— Description of the task —
Which lines of the records below contain the string "Ángel"? Report each of them.
Given entries Start Marker
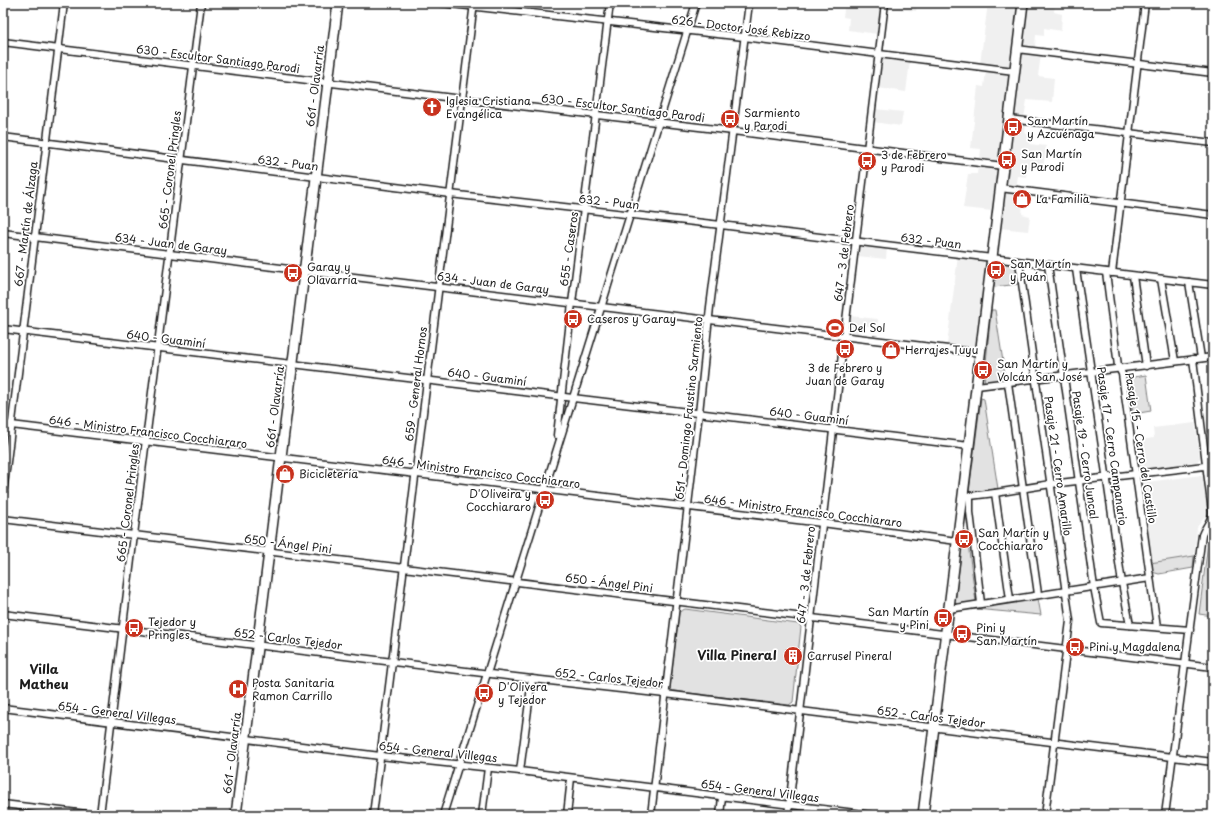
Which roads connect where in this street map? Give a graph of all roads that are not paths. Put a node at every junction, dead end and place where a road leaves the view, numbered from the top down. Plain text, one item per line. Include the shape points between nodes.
1 (64, 3) edge
2 (201, 3) edge
3 (338, 3) edge
4 (442, 3) edge
5 (610, 3) edge
6 (696, 3) edge
7 (748, 3) edge
8 (885, 3) edge
9 (1023, 3) edge
10 (1145, 3) edge
11 (474, 5) edge
12 (608, 22) junction
13 (687, 31) junction
14 (744, 37) junction
15 (3, 42) edge
16 (58, 49) junction
17 (1017, 49) junction
18 (879, 55) junction
19 (1138, 64) junction
20 (193, 66) junction
21 (1014, 71) junction
22 (1213, 73) edge
23 (328, 82) junction
24 (461, 100) junction
25 (596, 114) junction
26 (1009, 119) junction
27 (658, 123) junction
28 (733, 131) junction
29 (1129, 134) junction
30 (3, 137) edge
31 (46, 143) junction
32 (1213, 143) edge
33 (868, 149) junction
34 (182, 160) junction
35 (1003, 166) junction
36 (317, 176) junction
37 (1000, 188) junction
38 (450, 194) junction
39 (1121, 203) junction
40 (584, 209) junction
41 (631, 214) junction
42 (1213, 215) edge
43 (721, 225) junction
44 (3, 232) edge
45 (35, 237) junction
46 (856, 241) junction
47 (170, 254) junction
48 (992, 258) junction
49 (1019, 262) junction
50 (1048, 265) junction
51 (1076, 269) junction
52 (305, 271) junction
53 (1109, 273) junction
54 (1133, 276) junction
55 (1161, 279) junction
56 (1189, 282) junction
57 (1213, 285) edge
58 (438, 286) junction
59 (572, 303) junction
60 (601, 306) junction
61 (709, 320) junction
62 (3, 329) edge
63 (23, 331) junction
64 (844, 337) junction
65 (158, 348) junction
66 (980, 353) junction
67 (1213, 357) edge
68 (1201, 358) junction
69 (1193, 360) junction
70 (1175, 362) junction
71 (292, 365) junction
72 (1146, 366) junction
73 (1119, 369) junction
74 (1091, 372) junction
75 (1064, 376) junction
76 (1036, 379) junction
77 (427, 380) junction
78 (1008, 383) junction
79 (976, 386) junction
80 (562, 396) junction
81 (573, 398) junction
82 (699, 413) junction
83 (3, 424) edge
84 (11, 425) junction
85 (834, 429) junction
86 (146, 442) junction
87 (969, 446) junction
88 (556, 451) junction
89 (280, 458) junction
90 (1210, 465) edge
91 (415, 474) junction
92 (1136, 474) junction
93 (1107, 478) junction
94 (1079, 481) junction
95 (1051, 484) junction
96 (1024, 488) junction
97 (544, 489) junction
98 (995, 493) junction
99 (3, 494) edge
100 (967, 495) junction
101 (688, 507) junction
102 (3, 519) edge
103 (822, 523) junction
104 (1210, 524) edge
105 (134, 535) junction
106 (957, 541) junction
107 (269, 551) junction
108 (403, 568) junction
109 (1150, 578) junction
110 (516, 581) junction
111 (1122, 583) junction
112 (1094, 587) junction
113 (1066, 590) junction
114 (1038, 594) junction
115 (1010, 599) junction
116 (676, 601) junction
117 (981, 603) junction
118 (949, 609) junction
119 (3, 614) edge
120 (812, 618) junction
121 (1130, 625) junction
122 (1157, 627) junction
123 (123, 629) junction
124 (1190, 630) junction
125 (945, 635) junction
126 (258, 645) junction
127 (1067, 649) junction
128 (392, 662) junction
129 (1185, 664) junction
130 (1213, 668) edge
131 (486, 673) junction
132 (532, 679) junction
133 (665, 694) junction
134 (3, 708) edge
135 (800, 711) junction
136 (111, 722) junction
137 (934, 728) junction
138 (245, 738) junction
139 (1054, 743) junction
140 (380, 756) junction
141 (1173, 757) junction
142 (1213, 762) edge
143 (458, 766) junction
144 (488, 768) junction
145 (520, 771) junction
146 (571, 778) junction
147 (654, 788) junction
148 (722, 797) junction
149 (3, 804) edge
150 (789, 806) junction
151 (855, 814) edge
152 (95, 815) edge
153 (100, 815) edge
154 (236, 815) edge
155 (373, 815) edge
156 (443, 815) edge
157 (482, 815) edge
158 (567, 815) edge
159 (651, 815) edge
160 (720, 815) edge
161 (788, 815) edge
162 (871, 815) edge
163 (923, 815) edge
164 (1045, 815) edge
165 (1165, 815) edge

1 - 16 street, 667 - Martín de Álzaga
2 - 20 street, 665 - Coronel Pringles
3 - 23 main road, 661 - Olavarría
4 - 11 street, 626 - Doctor José Rebizzo
5 - 12 street, 655 - Caseros
6 - 13 street
7 - 14 street, 651 - Domingo Faustino Sarmiento
8 - 18 street, 647 - 3 de Febrero
9 - 17 main road
10 - 19 street, Pasaje 15 - Cerro del Castillo
11 - 12 street, 626 - Doctor José Rebizzo
11 - 24 street, 659 - General Hornos
12 - 13 street, 626 - Doctor José Rebizzo
12 - 25 street, 655 - Caseros
13 - 14 street, 626 - Doctor José Rebizzo
13 - 27 street
14 - 18 street, 626 - Doctor José Rebizzo
14 - 28 street, 651 - Domingo Faustino Sarmiento
15 - 16 street, 630 - Escultor Santiago Parodi
16 - 20 street, 630 - Escultor Santiago Parodi
16 - 31 street, 667 - Martín de Álzaga
17 - 19 street
17 - 21 main road
18 - 21 street, 626 - Doctor José Rebizzo
18 - 33 street, 647 - 3 de Febrero
19 - 22 street
19 - 29 street, Pasaje 15 - Cerro del Castillo
20 - 23 street, 630 - Escultor Santiago Parodi
20 - 34 street, 665 - Coronel Pringles
21 - 26 main road
23 - 24 street, 630 - Escultor Santiago Parodi
23 - 36 main road, 661 - Olavarría
24 - 25 street, 630 - Escultor Santiago Parodi
24 - 38 street, 659 - General Hornos
25 - 27 street, 630 - Escultor Santiago Parodi
25 - 40 street, 655 - Caseros
26 - 29 street
26 - 35 main road
27 - 28 street, 630 - Escultor Santiago Parodi
27 - 41 street
28 - 33 street, 630 - Escultor Santiago Parodi
28 - 43 street, 651 - Domingo Faustino Sarmiento
29 - 32 street
29 - 39 street, Pasaje 15 - Cerro del Castillo
30 - 31 street, 632 - Puan
31 - 34 street, 632 - Puan
31 - 45 street, 667 - Martín de Álzaga
33 - 35 street, 630 - Escultor Santiago Parodi
33 - 46 street, 647 - 3 de Febrero
34 - 36 street, 632 - Puan
34 - 47 street, 665 - Coronel Pringles
35 - 37 main road
36 - 38 street, 632 - Puan
36 - 52 main road, 661 - Olavarría
37 - 39 street
37 - 48 main road
38 - 40 street, 632 - Puan
38 - 58 street, 659 - General Hornos
39 - 42 street
39 - 53 street, Pasaje 15 - Cerro del Castillo
40 - 41 street, 632 - Puan
40 - 59 street, 655 - Caseros
41 - 43 street, 632 - Puan
41 - 60 street
43 - 46 street, 632 - Puan
43 - 61 street, 651 - Domingo Faustino Sarmiento
44 - 45 street, 634 - Juan de Garay
45 - 47 street, 634 - Juan de Garay
45 - 63 street, 667 - Martín de Álzaga
46 - 48 street, 632 - Puan
46 - 64 street, 647 - 3 de Febrero
47 - 52 street, 634 - Juan de Garay
47 - 65 street, 665 - Coronel Pringles
48 - 49 street, 632 - Puan
48 - 66 main road
49 - 50 street, 632 - Puan
49 - 76 street, Pasaje 21 - Cerro Amarillo
50 - 51 street, 632 - Puan
50 - 75 street, Pasaje 19 - Cerro Juncal
51 - 53 street, 632 - Puan
51 - 74 street, Pasaje 17 - Cerro Campanario
52 - 58 street, 634 - Juan de Garay
52 - 71 main road, 661 - Olavarría
53 - 54 street, 632 - Puan
53 - 73 street, Pasaje 15 - Cerro del Castillo
54 - 55 street, 632 - Puan
54 - 72 street
55 - 56 street, 632 - Puan
55 - 70 street
56 - 57 street, 632 - Puan
56 - 68 street
58 - 59 street, 634 - Juan de Garay
58 - 77 street, 659 - General Hornos
59 - 60 street, 634 - Juan de Garay
59 - 80 street, 655 - Caseros
60 - 61 street, 634 - Juan de Garay
60 - 81 street
61 - 64 street, 634 - Juan de Garay
61 - 82 street, 651 - Domingo Faustino Sarmiento
62 - 63 street, 640 - Guaminí
63 - 65 street, 640 - Guaminí
63 - 84 street, 667 - Martín de Álzaga
64 - 66 street, 634 - Juan de Garay
64 - 85 street, 647 - 3 de Febrero
65 - 71 street, 640 - Guaminí
65 - 86 street, 665 - Coronel Pringles
66 - 79 main road
67 - 68 street
68 - 69 street
69 - 70 street
69 - 90 street
70 - 72 street
71 - 77 street, 640 - Guaminí
71 - 89 main road, 661 - Olavarría
72 - 73 street
73 - 74 street
73 - 92 street, Pasaje 15 - Cerro del Castillo via 1122,374
74 - 75 street
74 - 93 street, Pasaje 17 - Cerro Campanario
75 - 76 street
75 - 94 street, Pasaje 19 - Cerro Juncal
76 - 78 street
76 - 95 street, Pasaje 21 - Cerro Amarillo
77 - 80 street, 640 - Guaminí
77 - 91 street, 659 - General Hornos
78 - 79 street
78 - 96 street
79 - 87 main road
80 - 81 street, 640 - Guaminí
80 - 88 street, 655 - Caseros
81 - 82 street, 640 - Guaminí
81 - 88 street
82 - 85 street, 640 - Guaminí
82 - 101 street, 651 - Domingo Faustino Sarmiento
83 - 84 street, 646 - Ministro Francisco Cocchiararo
84 - 86 street, 646 - Ministro Francisco Cocchiararo
84 - 99 street, 667 - Martín de Álzaga
85 - 87 street, 640 - Guaminí
85 - 103 street, 647 - 3 de Febrero
86 - 89 street, 646 - Ministro Francisco Cocchiararo
86 - 105 street, 665 - Coronel Pringles
87 - 100 main road
88 - 97 street
89 - 91 street, 646 - Ministro Francisco Cocchiararo
89 - 107 main road, 661 - Olavarría
90 - 92 street
90 - 104 street
91 - 97 street, 646 - Ministro Francisco Cocchiararo
91 - 108 street, 659 - General Hornos
92 - 93 street
92 - 109 street, Pasaje 15 - Cerro del Castillo
93 - 94 street
93 - 111 street, Pasaje 17 - Cerro Campanario
94 - 95 street
94 - 112 street, Pasaje 19 - Cerro Juncal
95 - 96 street
95 - 113 street, Pasaje 21 - Cerro Amarillo
96 - 98 street
96 - 114 street
97 - 101 street, 646 - Ministro Francisco Cocchiararo
97 - 110 street
98 - 100 street
98 - 115 street
100 - 106 main road
100 - 117 street
101 - 103 street, 646 - Ministro Francisco Cocchiararo
101 - 116 street, 651 - Domingo Faustino Sarmiento
102 - 105 street, 650 - Ángel Pini
103 - 106 street, 646 - Ministro Francisco Cocchiararo
103 - 120 street, 647 - 3 de Febrero
104 - 124 street via 1202,535
105 - 107 street, 650 - Ángel Pini
105 - 123 street, 665 - Coronel Pringles
106 - 118 main road
107 - 108 street, 650 - Ángel Pini
107 - 126 main road, 661 - Olavarría
108 - 110 street, 650 - Ángel Pini
108 - 128 street, 659 - General Hornos
109 - 111 street
109 - 122 street, Pasaje 15 - Cerro del Castillo
110 - 116 street, 650 - Ángel Pini
110 - 131 street
111 - 112 street
111 - 121 street, Pasaje 17 - Cerro Campanario
112 - 113 street
112 - 121 street, Pasaje 19 - Cerro Juncal via 1101,623
113 - 114 street
113 - 127 street, Pasaje 21 - Cerro Amarillo via 1070,621
114 - 115 street
115 - 117 street
116 - 120 street, 650 - Ángel Pini
116 - 133 street, 651 - Domingo Faustino Sarmiento
117 - 118 street
118 - 125 main road
119 - 123 street, 652 - Carlos Tejedor
120 - 125 street, 650 - Ángel Pini
120 - 135 street, 647 - 3 de Febrero
121 - 122 street
122 - 124 street
123 - 126 street, 652 - Carlos Tejedor
123 - 136 street, 665 - Coronel Pringles
124 - 129 street
125 - 127 street, 650 - Ángel Pini
125 - 137 main road
126 - 128 street, 652 - Carlos Tejedor
126 - 138 main road, 661 - Olavarría
127 - 129 street, 650 - Ángel Pini
127 - 139 street, Pasaje 21 - Cerro Amarillo
128 - 131 street, 652 - Carlos Tejedor
128 - 140 street, 659 - General Hornos
129 - 130 street, 650 - Ángel Pini
129 - 141 street
131 - 132 street, 652 - Carlos Tejedor
131 - 143 street
132 - 133 street, 652 - Carlos Tejedor
132 - 145 street
133 - 135 street, 652 - Carlos Tejedor
133 - 147 street, 651 - Domingo Faustino Sarmiento
134 - 136 street, 654 - General Villegas
135 - 137 street, 652 - Carlos Tejedor
135 - 150 street, 647 - 3 de Febrero
136 - 138 street, 654 - General Villegas
136 - 153 street, 665 - Coronel Pringles
137 - 139 street, 652 - Carlos Tejedor
137 - 163 main road
138 - 140 street, 654 - General Villegas
138 - 154 main road, 661 - Olavarría
139 - 141 street, 652 - Carlos Tejedor
139 - 164 street, Pasaje 21 - Cerro Amarillo
140 - 143 street, 654 - General Villegas
140 - 155 street, 659 - General Hornos
141 - 142 street, 652 - Carlos Tejedor
141 - 165 street
143 - 144 street, 654 - General Villegas
143 - 156 street
144 - 145 street, 654 - General Villegas
144 - 157 street
145 - 146 street, 654 - General Villegas
146 - 147 street, 654 - General Villegas
146 - 158 street
147 - 148 street, 654 - General Villegas
147 - 159 street, 651 - Domingo Faustino Sarmiento
148 - 150 street, 654 - General Villegas
148 - 160 street
149 - 152 street
150 - 151 street, 654 - General Villegas
150 - 161 street, 647 - 3 de Febrero
151 - 162 street, 654 - General Villegas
Given entries End Marker
— Solution below —
102 - 105 street, 650 - Ángel Pini
105 - 107 street, 650 - Ángel Pini
107 - 108 street, 650 - Ángel Pini
108 - 110 street, 650 - Ángel Pini
110 - 116 street, 650 - Ángel Pini
116 - 120 street, 650 - Ángel Pini
120 - 125 street, 650 - Ángel Pini
125 - 127 street, 650 - Ángel Pini
127 - 129 street, 650 - Ángel Pini
129 - 130 street, 650 - Ángel Pini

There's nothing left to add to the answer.